CVE-2026-53324 Overview
CVE-2026-53324 affects the Microsoft Azure Network Adapter (MANA) driver in the Linux kernel. The flaw exists in how the driver names per-device debugfs directories. The previous implementation called pci_slot_name(pdev->slot) for Virtual Functions (VFs), which dereferences pdev->slot. That pointer can be NULL in environments such as generic VFIO passthrough or nested KVM, triggering a NULL pointer dereference [CWE-476].
A secondary defect caused directory naming collisions. Multiple Physical Functions (PFs) all used the hardcoded string "0", and VFs across different PCI domains or buses could share the same slot name. These collisions produced -EEXIST errors from debugfs_create_dir().
Critical Impact
The NULL pointer dereference can crash the kernel when the MANA driver initializes VFs in virtualization environments where pdev->slot is not populated.
Affected Products
- Linux kernel with the net/mana driver enabled
- Systems using Microsoft Azure Network Adapter (MANA) Physical Functions
- Systems using MANA Virtual Functions under VFIO passthrough or nested KVM
Discovery Timeline
- 2026-06-26 - CVE-2026-53324 published to NVD
- 2026-06-30 - Last updated in NVD database
Technical Details for CVE-2026-53324
Vulnerability Analysis
The MANA Ethernet driver creates a debugfs directory for each PCI device it manages. Debugfs requires unique directory names within its hierarchy. The prior implementation constructed those names using two different strategies depending on whether the device was a PF or a VF.
For PFs, the code hardcoded the directory name to "0". When a system exposed more than one MANA PF, the second registration attempt returned -EEXIST from debugfs_create_dir(). For VFs, the code called pci_slot_name(pdev->slot). That helper dereferences the slot field of the pci_dev structure without a NULL check.
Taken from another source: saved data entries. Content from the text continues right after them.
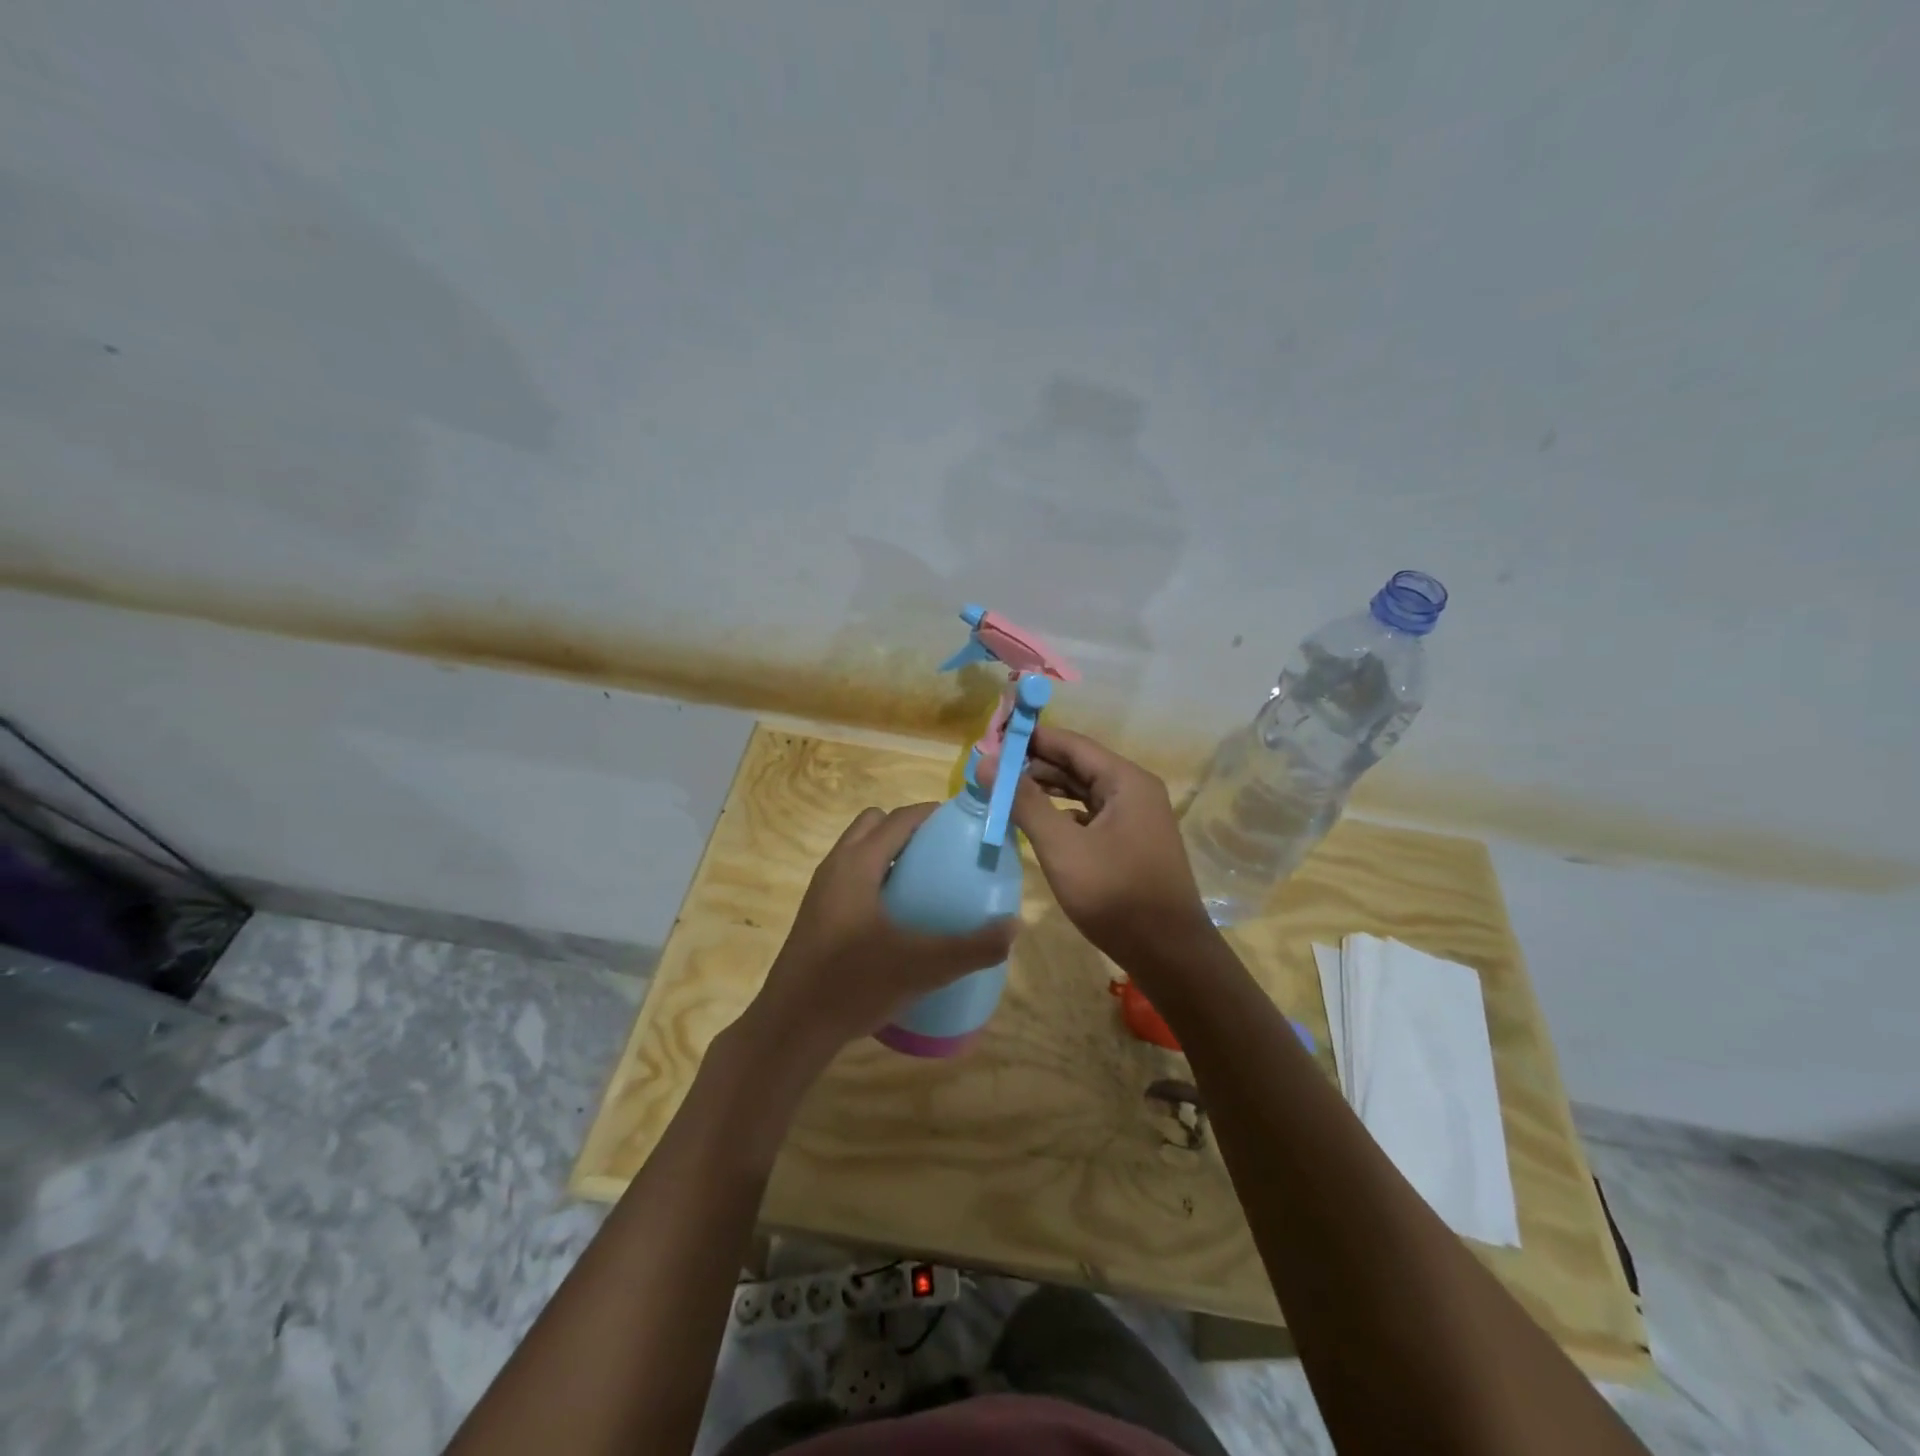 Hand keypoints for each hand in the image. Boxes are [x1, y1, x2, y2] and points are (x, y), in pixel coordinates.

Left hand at [743, 804, 1016, 1076]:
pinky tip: (898, 916)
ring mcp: (822, 891)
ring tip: (926, 881)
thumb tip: (1014, 926)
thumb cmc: (853, 984)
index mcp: (857, 864)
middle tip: (943, 851)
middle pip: (874, 824)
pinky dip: (876, 877)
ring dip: (890, 853)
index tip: (964, 822)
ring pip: (859, 851)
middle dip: (908, 828)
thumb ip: (971, 947)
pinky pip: (852, 877)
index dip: (932, 813)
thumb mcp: (921, 966)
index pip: (898, 818)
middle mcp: (836, 867)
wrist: (792, 1027)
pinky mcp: (818, 915)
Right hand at [993, 726, 1212, 964]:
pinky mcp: (1130, 842)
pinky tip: (1038, 822)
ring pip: (1083, 791)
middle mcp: (1134, 790)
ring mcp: (1135, 817)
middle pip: (1077, 765)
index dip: (1031, 738)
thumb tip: (986, 762)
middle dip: (1034, 765)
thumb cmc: (1115, 894)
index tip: (992, 738)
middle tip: (991, 768)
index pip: (1071, 743)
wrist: (1168, 953)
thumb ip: (1024, 802)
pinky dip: (1062, 814)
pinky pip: (1090, 815)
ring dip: (1046, 790)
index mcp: (1125, 780)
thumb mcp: (1061, 846)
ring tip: (1006, 792)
In generic VFIO passthrough and nested KVM configurations, the PCI core does not always populate pdev->slot. Dereferencing the NULL pointer triggers an oops in kernel context, causing a denial of service for the calling process and potentially the host.
Root Cause
The root cause is an unsafe assumption that pdev->slot is always valid combined with a non-unique naming scheme for PFs. The driver did not use the PCI Bus:Device.Function (BDF) address, which is guaranteed to be present and unique.
Attack Vector
Triggering the flaw requires MANA hardware or emulation exposed to a Linux guest through VFIO or nested virtualization. An attacker with the ability to attach or hot-plug a MANA VF into a guest without a populated pdev->slot can crash the guest kernel. The issue is not reachable from unprivileged remote network input.
The patch replaces both code paths with pci_name(pdev), which returns the unique BDF address. See Kernel Git Commit 34dbd7b819, Kernel Git Commit 9211eb97e8f, and Kernel Git Commit c116f07ab9d for the upstream fixes.
Detection Methods for CVE-2026-53324
Indicators of Compromise
- Kernel oops messages referencing pci_slot_name in the MANA driver call path
- debugfs_create_dir() returning -EEXIST when loading mana on hosts with multiple PFs
- Unexpected guest kernel panics immediately after attaching a MANA VF via VFIO
Detection Strategies
- Inventory Linux kernel versions on Azure and on-premises hosts that load the mana module and compare against patched stable releases
- Parse dmesg and journalctl -k output for NULL pointer dereference traces involving mana_gd_probe or mana_debugfs_init
- Monitor /sys/kernel/debug/mana/ for missing or collided device directories after driver load
Monitoring Recommendations
- Alert on repeated MANA driver load failures across the fleet, which may indicate the -EEXIST collision path
- Track guest crash frequency on hypervisors that pass MANA VFs to nested workloads
- Aggregate kernel panic telemetry with the affected module name to identify systemic exposure
How to Mitigate CVE-2026-53324
Immediate Actions Required
- Update to a Linux kernel release that includes commits 34dbd7b819, 9211eb97e8f, or c116f07ab9d from the stable tree
- Prioritize patching hosts that pass MANA VFs through VFIO or into nested KVM guests
- Restrict the ability to hot-plug or attach MANA VFs to trusted administrators until patching completes
Patch Information
The fix replaces the hardcoded "0" and the pci_slot_name(pdev->slot) call with pci_name(pdev) for both PFs and VFs. pci_name() returns the BDF identifier, which is always populated and unique across the system. Apply the upstream patches from the stable kernel git repository linked in the references, or install a distribution kernel that has backported the fix.
Workarounds
- Avoid loading the mana driver on hosts where MANA hardware is not required
- Do not attach MANA VFs into guests that do not receive a populated pdev->slot from the hypervisor
- Unmount debugfs (umount /sys/kernel/debug) on production hosts where it is not needed, reducing exposure to the directory creation path
Disclaimer: This content was generated using AI. While we strive for accuracy, please verify critical information with official sources.